IWATE
岩手
目の前に大きな壁がある。
それも人の力だけじゃ敵わないような大きな厚い壁。
そんな壁に出会った時、あなたはどう考えるでしょうか?
壁を乗り越える、回避する、打ち破るーー。
岩手県の南東部。大船渡市三陸町にある越喜来(おきらい)は、リアス式の入り組んだ地形の恵みを受け、ホタテや海藻の養殖が盛んな海があるまちです。
この越喜来の崎浜(さきはま)で、生まれ育った中野圭(なかのけい)さんは、2016年に家業のホタテ養殖業を継ぎ、中野えびす丸の船長に就任しました。
越喜来の海産物を全国に届けるプロジェクト「OKIRAI PREMIUM」や旅をしながらお手伝いを通じ地域を知る「おたつたび」の受け入れ、ホタテを食べ・知り・つながるイベント「ホタテふぇすた」の開催など、漁業にとどまることなく活動をしている中野さん。
中野さんはこれまでに震災やコロナ禍、いくつもの壁を打ち破ってきた漁師です。
「漁業を通じて、人のつながりをつくる。それが、世の中をよくしていく」
そう語る中野さんの周囲には人が集まり、今、着実にこれまでの漁業に変化を生み出しています。
前後編にわけ、前編では中野さんのこれまでの生き方や漁業に対する想いをお届けします。
困難に立ち向かうアナタが壁を打ち破るヒントになりますように。
2011年、3月11日。
三陸沖を震源に発生した「東日本大震災津波」。
それは、都会に憧れて高校進学から親元を離れていた中野さんを、再び地元に戻す大きなきっかけとなりました。
「3月11日に津波が来て、12日には当時暮らしていた東京をたって、東北に向かいました。結局到着したのは14日でしたね。津波にのまれたままの地元をみた時に、ゼロというか、マイナスになっている状態だと感じました。その時、率直に、地元のためにできることはなんでもやろうと思ったし、やりたいと思いました」(中野さん)
大津波がまちや港、自分の育ってきたなつかしい環境を奪いさり、「なにもない状態」になってしまった。
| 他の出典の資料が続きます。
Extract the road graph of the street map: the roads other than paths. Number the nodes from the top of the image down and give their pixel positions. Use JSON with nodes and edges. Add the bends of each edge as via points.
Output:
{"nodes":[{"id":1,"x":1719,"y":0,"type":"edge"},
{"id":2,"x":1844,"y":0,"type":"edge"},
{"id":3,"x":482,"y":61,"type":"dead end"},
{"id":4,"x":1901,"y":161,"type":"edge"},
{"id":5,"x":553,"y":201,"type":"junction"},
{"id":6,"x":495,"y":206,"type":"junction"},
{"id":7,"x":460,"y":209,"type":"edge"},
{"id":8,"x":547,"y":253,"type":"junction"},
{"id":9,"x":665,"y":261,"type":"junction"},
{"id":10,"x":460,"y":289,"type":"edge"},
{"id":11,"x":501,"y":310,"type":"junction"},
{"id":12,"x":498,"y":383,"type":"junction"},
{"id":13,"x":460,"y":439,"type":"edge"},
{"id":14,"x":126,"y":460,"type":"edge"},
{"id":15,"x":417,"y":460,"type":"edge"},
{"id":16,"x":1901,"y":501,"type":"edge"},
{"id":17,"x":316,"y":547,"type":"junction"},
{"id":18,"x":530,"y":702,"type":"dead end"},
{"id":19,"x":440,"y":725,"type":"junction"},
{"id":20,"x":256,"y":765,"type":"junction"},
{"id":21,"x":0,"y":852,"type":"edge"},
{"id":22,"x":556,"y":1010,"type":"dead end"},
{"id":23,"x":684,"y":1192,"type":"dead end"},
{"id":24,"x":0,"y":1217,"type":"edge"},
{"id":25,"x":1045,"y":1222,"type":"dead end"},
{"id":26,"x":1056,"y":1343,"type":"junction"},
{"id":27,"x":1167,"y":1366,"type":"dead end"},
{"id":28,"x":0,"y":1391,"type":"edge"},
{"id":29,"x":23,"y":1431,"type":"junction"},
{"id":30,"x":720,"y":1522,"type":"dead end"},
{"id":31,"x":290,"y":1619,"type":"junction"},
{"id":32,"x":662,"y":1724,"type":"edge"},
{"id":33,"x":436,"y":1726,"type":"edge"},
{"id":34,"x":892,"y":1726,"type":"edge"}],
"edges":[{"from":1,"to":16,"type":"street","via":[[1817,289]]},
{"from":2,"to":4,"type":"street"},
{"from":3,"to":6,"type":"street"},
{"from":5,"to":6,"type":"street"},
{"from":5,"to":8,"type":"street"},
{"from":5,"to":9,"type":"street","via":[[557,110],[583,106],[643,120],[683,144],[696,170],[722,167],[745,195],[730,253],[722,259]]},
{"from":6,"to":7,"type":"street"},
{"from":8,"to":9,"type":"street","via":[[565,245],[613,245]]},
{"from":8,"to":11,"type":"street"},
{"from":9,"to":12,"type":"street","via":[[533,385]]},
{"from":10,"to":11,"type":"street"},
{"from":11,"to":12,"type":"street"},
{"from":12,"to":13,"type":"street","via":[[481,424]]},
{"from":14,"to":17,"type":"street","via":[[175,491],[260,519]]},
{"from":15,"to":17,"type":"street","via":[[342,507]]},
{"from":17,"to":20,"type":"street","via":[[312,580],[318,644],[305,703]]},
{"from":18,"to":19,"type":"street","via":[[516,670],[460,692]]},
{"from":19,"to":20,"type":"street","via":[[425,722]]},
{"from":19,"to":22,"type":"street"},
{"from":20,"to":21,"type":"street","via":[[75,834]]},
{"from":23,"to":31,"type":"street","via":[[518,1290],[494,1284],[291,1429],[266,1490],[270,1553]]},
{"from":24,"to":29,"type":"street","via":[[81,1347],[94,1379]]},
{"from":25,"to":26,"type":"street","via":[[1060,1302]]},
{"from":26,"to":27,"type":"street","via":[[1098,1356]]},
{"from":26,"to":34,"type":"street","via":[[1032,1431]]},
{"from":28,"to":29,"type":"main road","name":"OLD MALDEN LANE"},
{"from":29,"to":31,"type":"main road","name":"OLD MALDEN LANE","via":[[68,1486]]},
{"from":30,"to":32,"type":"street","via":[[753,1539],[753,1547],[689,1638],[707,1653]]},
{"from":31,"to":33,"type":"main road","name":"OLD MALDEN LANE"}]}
その時に中野さんは、「捨てたはずの故郷を失ってみて、初めて大切さに気づいた」と振り返ります。
中野さんのこの言葉には、震災に対する感情と、自分自身が込めた決意を感じます。
自分が生まれ育ってきた場所を、自分の力の及ばない力によって失った中野さんは、今度は自分たちの力で地元をもう一度つくりあげることを決意しました。
しかし、すぐに中野さんの家業である漁業を引き継げたわけではありませんでした。
津波の影響により、港や船も甚大な被害を受けており、漁に出たりホタテの養殖をしたりするのもままならない状態だったと語ります。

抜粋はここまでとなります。